Making Molds : 101
With some practice molds can make PERFECT copies. Not
distinguishable from the originals. No visible loss of detail, even for very
detailed parts. The technique is both useful for scratch-building vehicles,
figures and kits, for copying them or for making diorama items (e.g.
Cobblestone or concrete, paving, monuments, gateposts, ornamental stone
Here's the making of a simple mold to copy a few of my ammo boxes on 1/15.
If you want to make a pallet of ammo crates, there's no need to make all
boxes individually. You make one, copy it. If you don't like the hassle of
pouring resin all the time, make several at once.

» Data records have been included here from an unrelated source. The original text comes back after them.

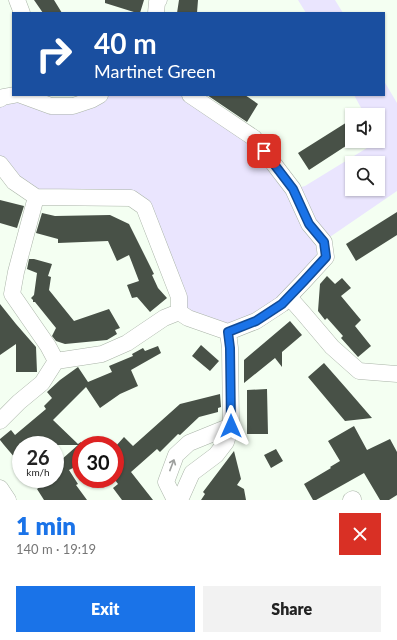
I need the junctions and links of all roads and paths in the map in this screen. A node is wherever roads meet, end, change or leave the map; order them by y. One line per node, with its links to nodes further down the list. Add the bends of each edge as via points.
1 (17, 0): 3 (street)
2 (159, 0): 4 (street)
3 (22, 12)
4 (156, 12)
5 (12, 95): 9 (street)
6 (24, 96): 7 (street, via 52,106 73,106)
7 (98, 96)
8 (191, 96): 12 (street, via 254,138 293,189 309,224 324,242 326,257)
9 (0, 98)
10 (0, 164): 11 (street, via 14,182)
11 (36, 197): 13 (street, via 130,198 144,207 180,297); 15 (street, via 12,294)
12 (289, 297): 14 (street, via 256,321); 16 (street, via 332,347 359,371)
13 (180, 312): 14 (street, via 188,318); 15 (street, via 164,318 127,343 102,354)
14 (228, 332): 18 (street)
15 (56, 361): 17 (street, via 42,383)
16 (397, 374)
17 (0, 422)
18 (231, 426): 21 (street, one-way to 18, via 166,482 176,455 189,443); 22 (street, via 226,442 216,454 192,473)
19 (0, 488): 20 (street)
20 (8, 500)
21 (175, 500)
22 (180, 500)

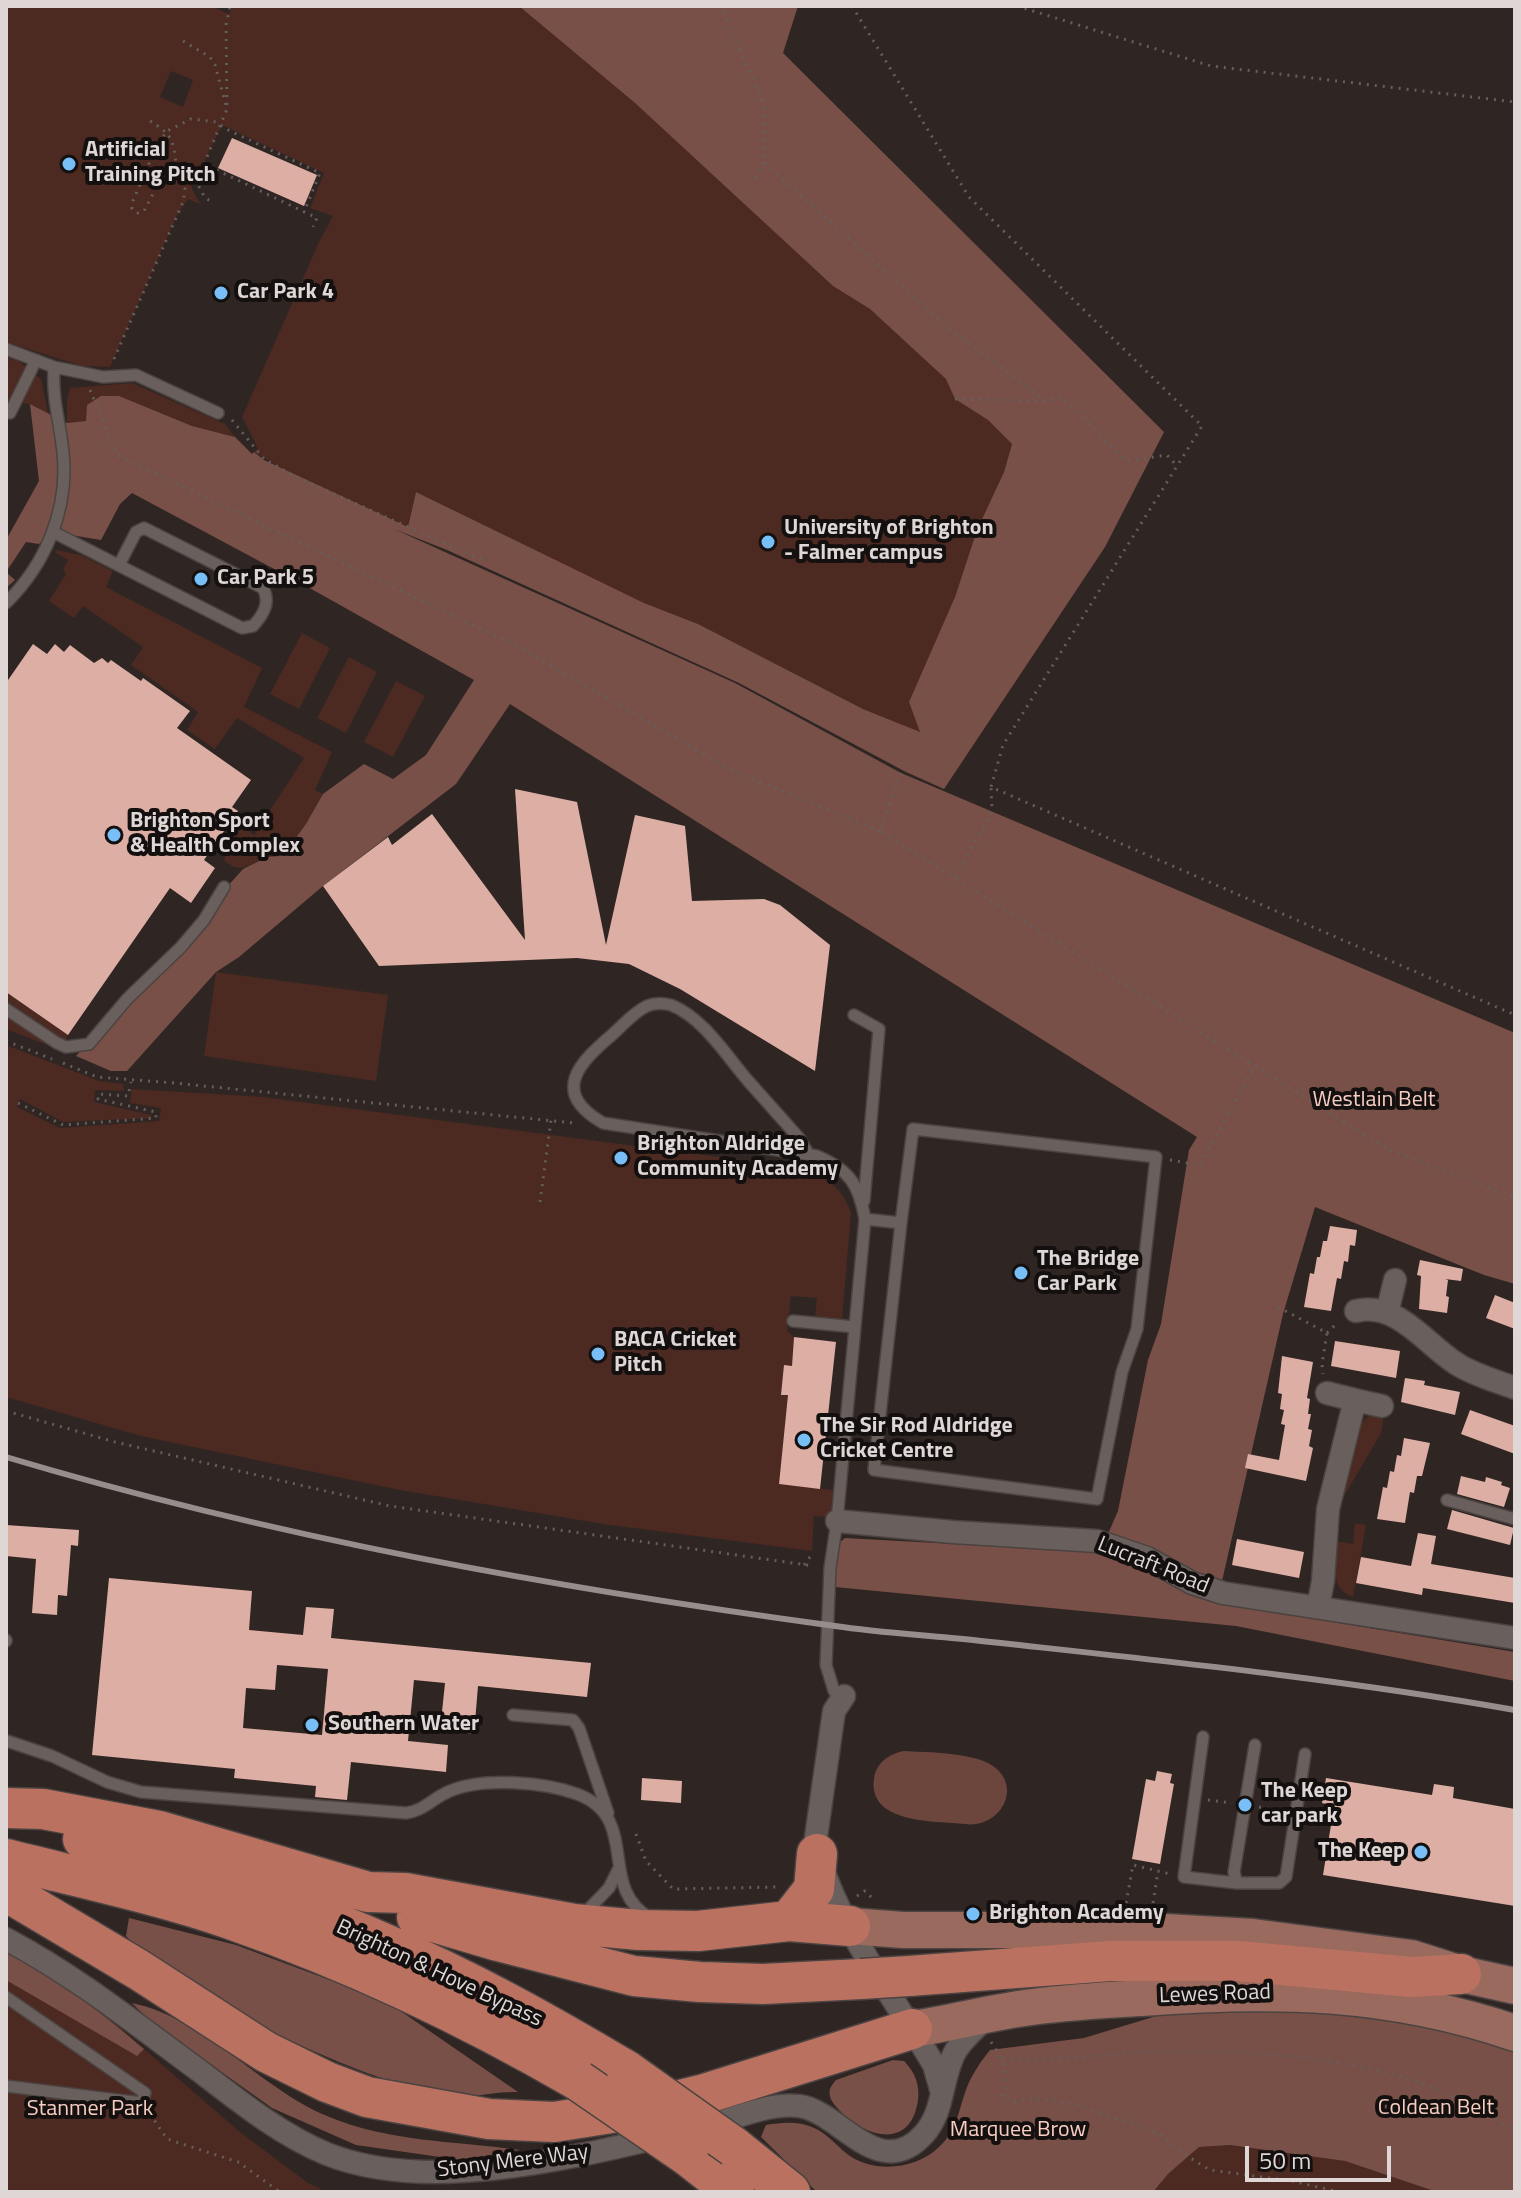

I ALWAYS have a mold of ammo boxes sitting on my workbench when I work with
resin. Whenever I use resin to cast something, I poor the rest into the ammo
boxes mold. By the end of the year, you have dozens of ammo crates made with
leftover liquid resin you would have thrown away anyway. Hardened pieces of
resin, miscast stuff, etc... I break into pieces (with pliers) and use those
as filler. Thus you use not so much liquid resin for the same result.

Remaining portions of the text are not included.